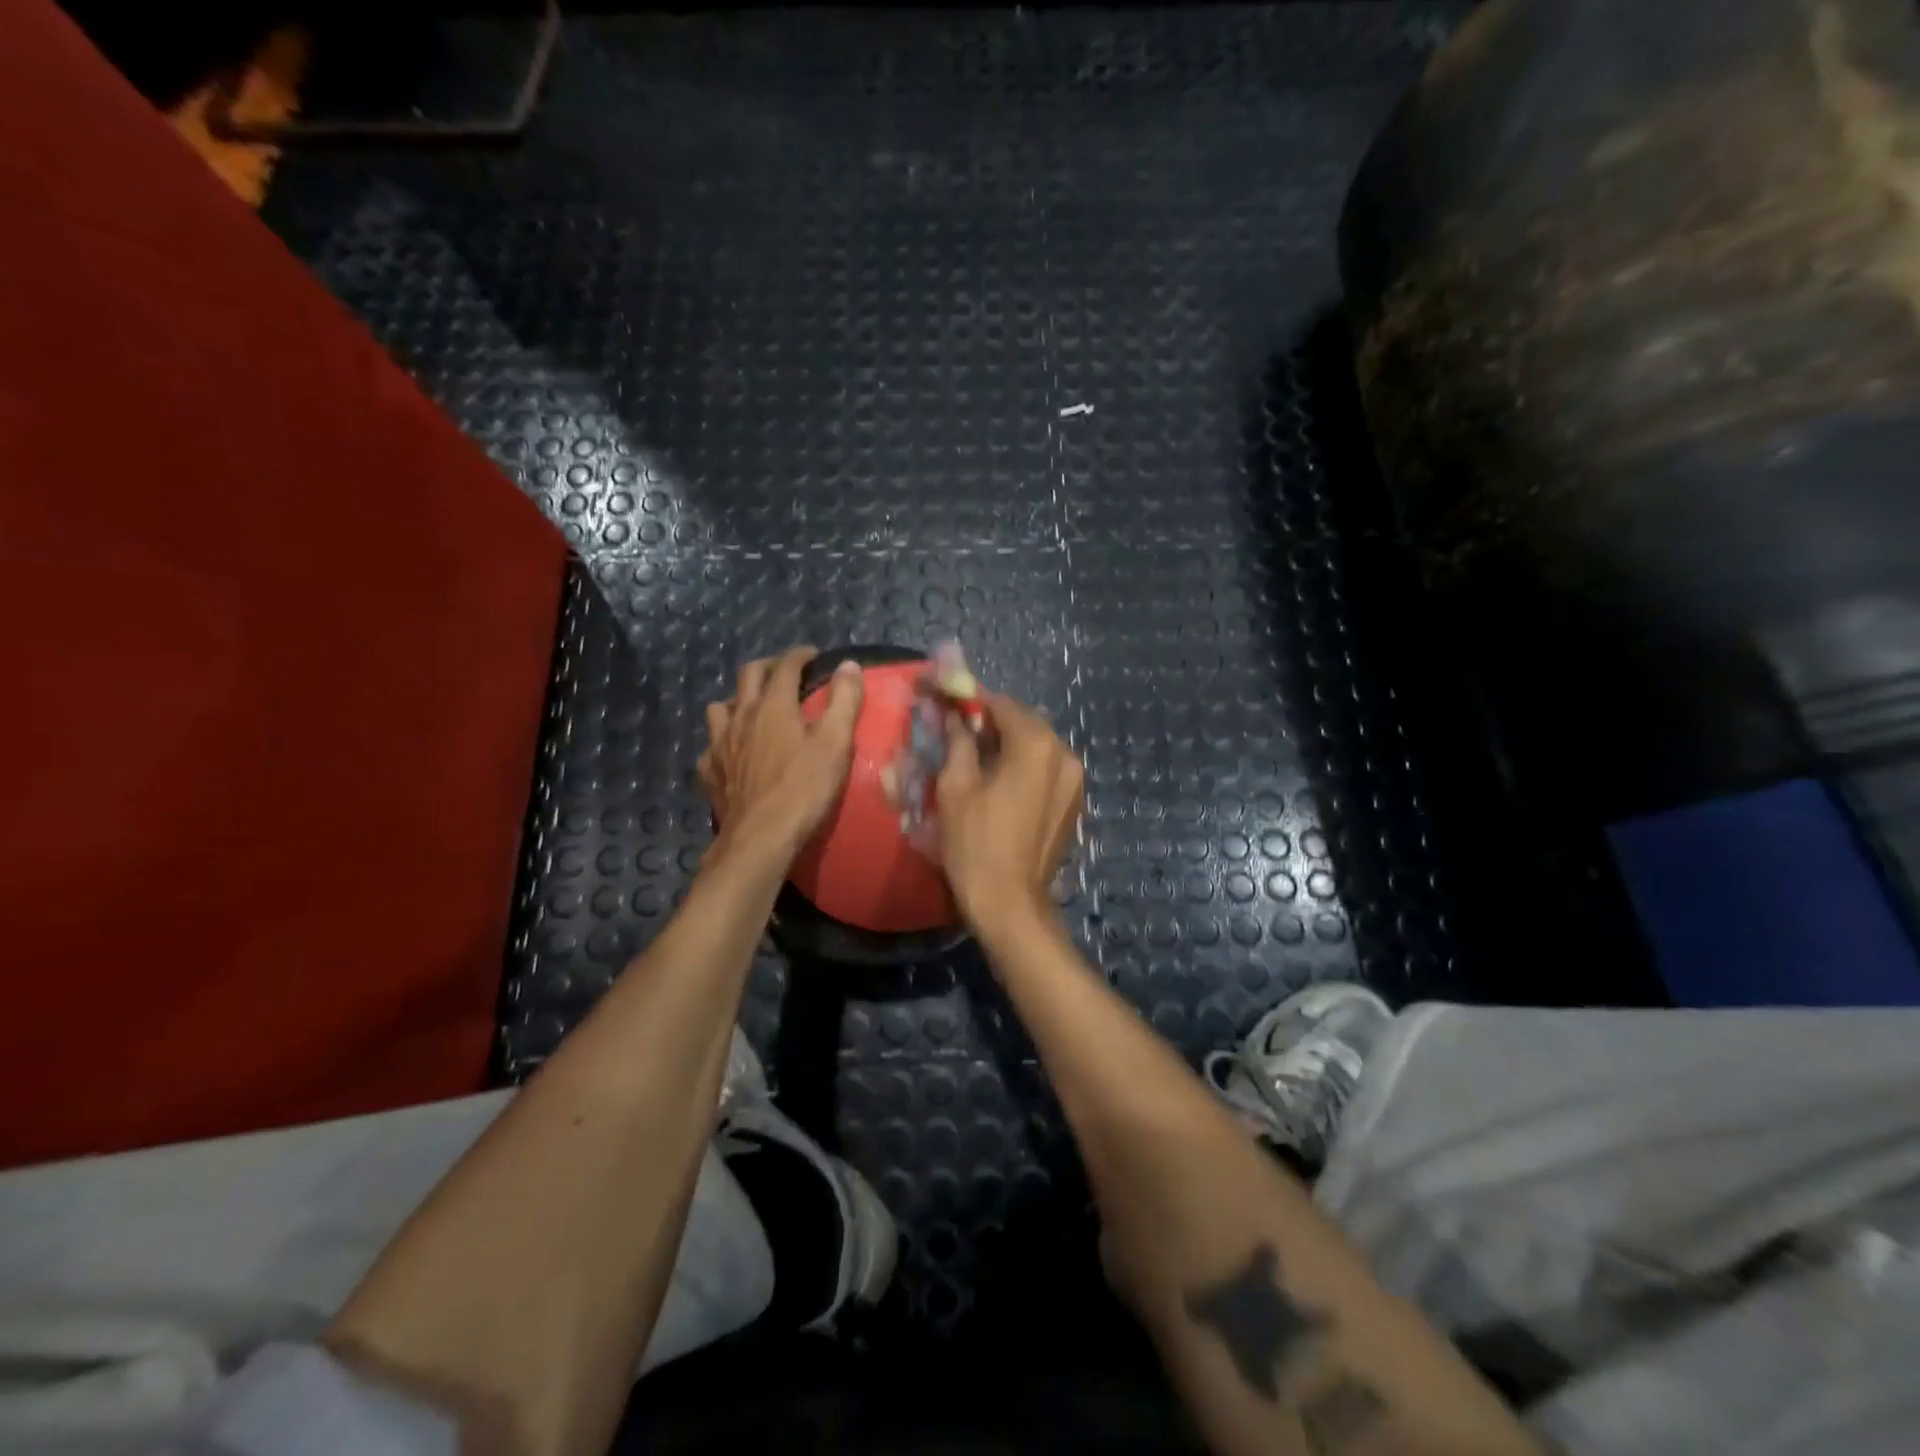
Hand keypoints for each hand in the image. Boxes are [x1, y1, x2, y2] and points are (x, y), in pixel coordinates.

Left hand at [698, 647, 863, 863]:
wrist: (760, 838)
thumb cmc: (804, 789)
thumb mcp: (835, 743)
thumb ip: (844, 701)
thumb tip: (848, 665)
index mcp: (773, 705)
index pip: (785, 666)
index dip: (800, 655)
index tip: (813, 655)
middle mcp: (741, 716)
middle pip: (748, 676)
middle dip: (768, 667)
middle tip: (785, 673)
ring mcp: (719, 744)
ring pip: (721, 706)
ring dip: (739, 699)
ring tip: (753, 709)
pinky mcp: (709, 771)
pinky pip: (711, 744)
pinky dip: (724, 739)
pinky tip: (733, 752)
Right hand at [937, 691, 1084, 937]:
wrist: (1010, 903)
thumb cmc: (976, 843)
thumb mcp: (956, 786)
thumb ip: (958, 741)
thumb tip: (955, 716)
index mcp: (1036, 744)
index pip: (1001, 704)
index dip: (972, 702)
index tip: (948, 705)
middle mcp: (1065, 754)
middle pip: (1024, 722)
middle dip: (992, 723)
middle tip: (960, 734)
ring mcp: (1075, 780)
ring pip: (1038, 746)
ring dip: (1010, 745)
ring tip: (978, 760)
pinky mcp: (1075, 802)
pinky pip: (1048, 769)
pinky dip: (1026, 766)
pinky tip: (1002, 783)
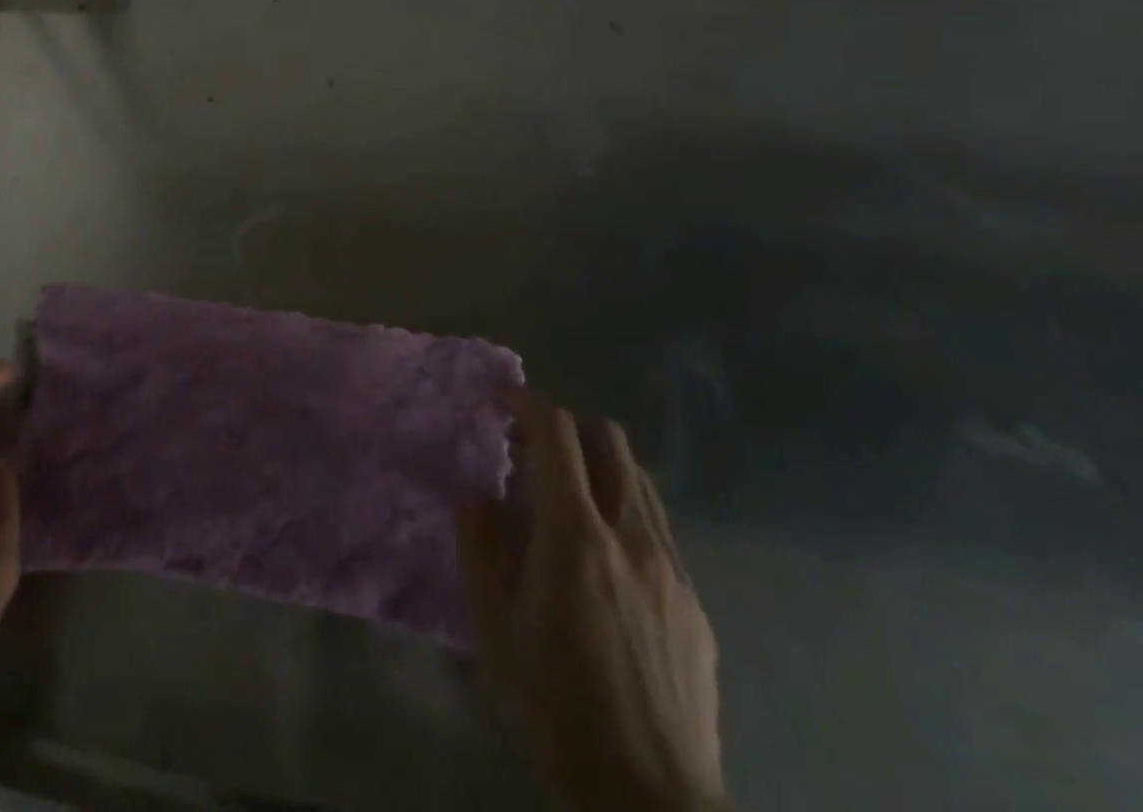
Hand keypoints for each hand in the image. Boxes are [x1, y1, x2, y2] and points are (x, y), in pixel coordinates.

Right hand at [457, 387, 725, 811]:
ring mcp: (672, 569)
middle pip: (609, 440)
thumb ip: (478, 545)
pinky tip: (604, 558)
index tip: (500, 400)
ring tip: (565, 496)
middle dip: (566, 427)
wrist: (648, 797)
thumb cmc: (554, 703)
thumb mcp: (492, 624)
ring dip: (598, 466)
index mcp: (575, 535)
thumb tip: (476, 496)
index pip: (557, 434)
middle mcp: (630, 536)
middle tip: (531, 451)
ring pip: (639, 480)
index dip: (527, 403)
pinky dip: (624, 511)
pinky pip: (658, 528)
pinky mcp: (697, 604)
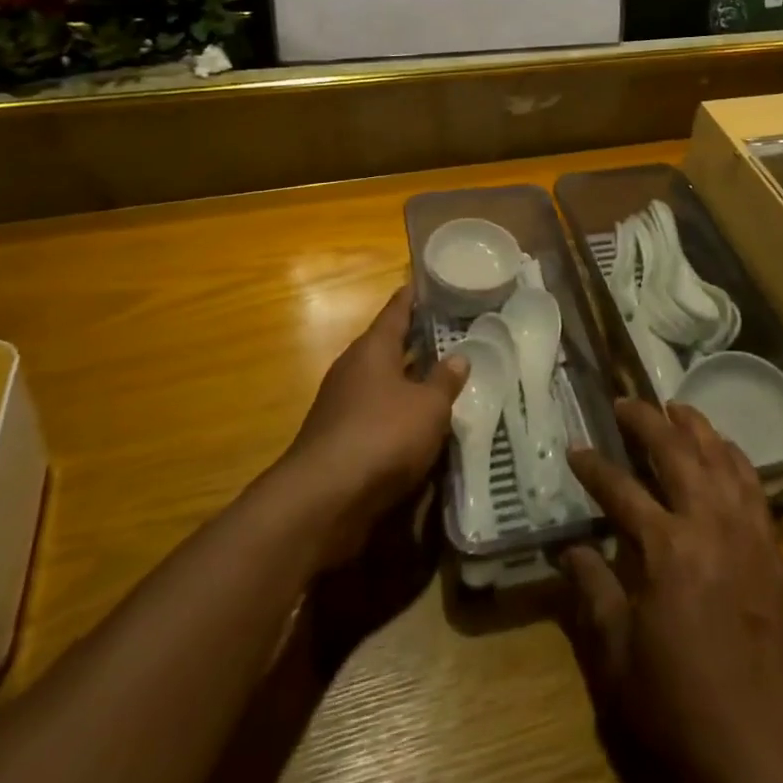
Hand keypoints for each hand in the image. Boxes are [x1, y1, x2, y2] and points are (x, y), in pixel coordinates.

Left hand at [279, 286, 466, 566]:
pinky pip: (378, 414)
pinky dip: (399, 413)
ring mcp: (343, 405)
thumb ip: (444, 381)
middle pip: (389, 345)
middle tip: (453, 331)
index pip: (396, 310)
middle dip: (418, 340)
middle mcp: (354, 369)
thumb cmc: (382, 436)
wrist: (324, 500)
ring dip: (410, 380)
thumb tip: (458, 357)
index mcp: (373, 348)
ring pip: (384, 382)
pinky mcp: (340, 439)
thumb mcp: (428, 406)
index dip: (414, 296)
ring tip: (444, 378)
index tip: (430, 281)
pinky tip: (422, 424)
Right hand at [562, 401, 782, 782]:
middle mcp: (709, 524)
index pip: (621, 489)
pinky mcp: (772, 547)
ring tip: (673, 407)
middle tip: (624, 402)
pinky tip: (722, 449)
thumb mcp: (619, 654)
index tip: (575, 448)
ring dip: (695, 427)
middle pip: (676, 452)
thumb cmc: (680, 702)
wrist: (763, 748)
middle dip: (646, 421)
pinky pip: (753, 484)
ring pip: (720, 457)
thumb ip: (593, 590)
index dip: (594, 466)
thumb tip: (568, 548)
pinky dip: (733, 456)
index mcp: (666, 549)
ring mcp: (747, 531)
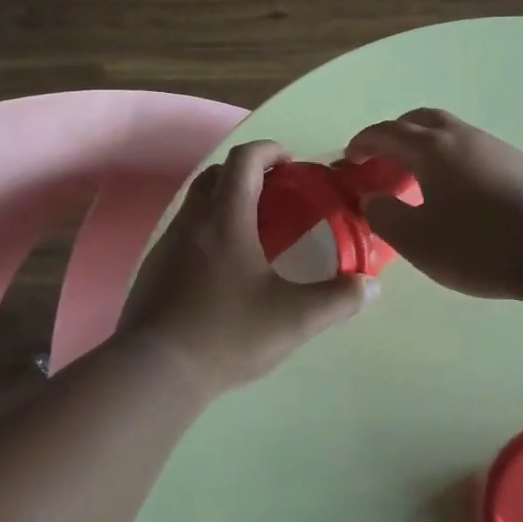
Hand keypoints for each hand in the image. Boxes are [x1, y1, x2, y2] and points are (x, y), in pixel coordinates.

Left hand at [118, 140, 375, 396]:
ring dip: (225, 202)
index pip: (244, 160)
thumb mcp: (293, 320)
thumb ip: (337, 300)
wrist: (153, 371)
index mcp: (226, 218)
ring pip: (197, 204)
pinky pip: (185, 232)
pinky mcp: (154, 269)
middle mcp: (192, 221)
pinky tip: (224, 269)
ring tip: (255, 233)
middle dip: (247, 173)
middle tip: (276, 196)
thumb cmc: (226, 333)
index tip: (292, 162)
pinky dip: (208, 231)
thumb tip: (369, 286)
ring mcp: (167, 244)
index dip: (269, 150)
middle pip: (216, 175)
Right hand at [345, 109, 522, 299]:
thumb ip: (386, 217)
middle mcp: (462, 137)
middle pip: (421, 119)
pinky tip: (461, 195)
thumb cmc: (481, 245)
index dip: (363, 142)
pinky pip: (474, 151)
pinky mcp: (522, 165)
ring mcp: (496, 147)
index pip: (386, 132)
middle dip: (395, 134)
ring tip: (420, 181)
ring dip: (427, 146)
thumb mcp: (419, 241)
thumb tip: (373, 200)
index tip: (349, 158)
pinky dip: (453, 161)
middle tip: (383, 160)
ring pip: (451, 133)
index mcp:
····················
- **Task prompt**
Leaving each picture behind, please give again exactly the lines above from the one with "pinky pip: (1048, 769)" through the one with "thumb cmc: (554, 703)", both included, and no others.

- **Problem solution**
pinky pip: (1048, 769)
pinky dip: (1026, 766)
pinky tip: (1002, 783)
Hand keypoints for each hand in the image. Boxes are [x1, y1, x2, y2] and points are (x, y), in pixel coordinates.

Right hand at [457, 387, 725, 811]:
ring mcp: (672, 569)
middle pip: (609, 440)
thumb ip: (478, 545)
pinky tip: (604, 558)
index tip: (500, 400)
ring tip: (565, 496)
middle dip: (566, 427)
wrist: (648, 797)
thumb cmc: (554, 703)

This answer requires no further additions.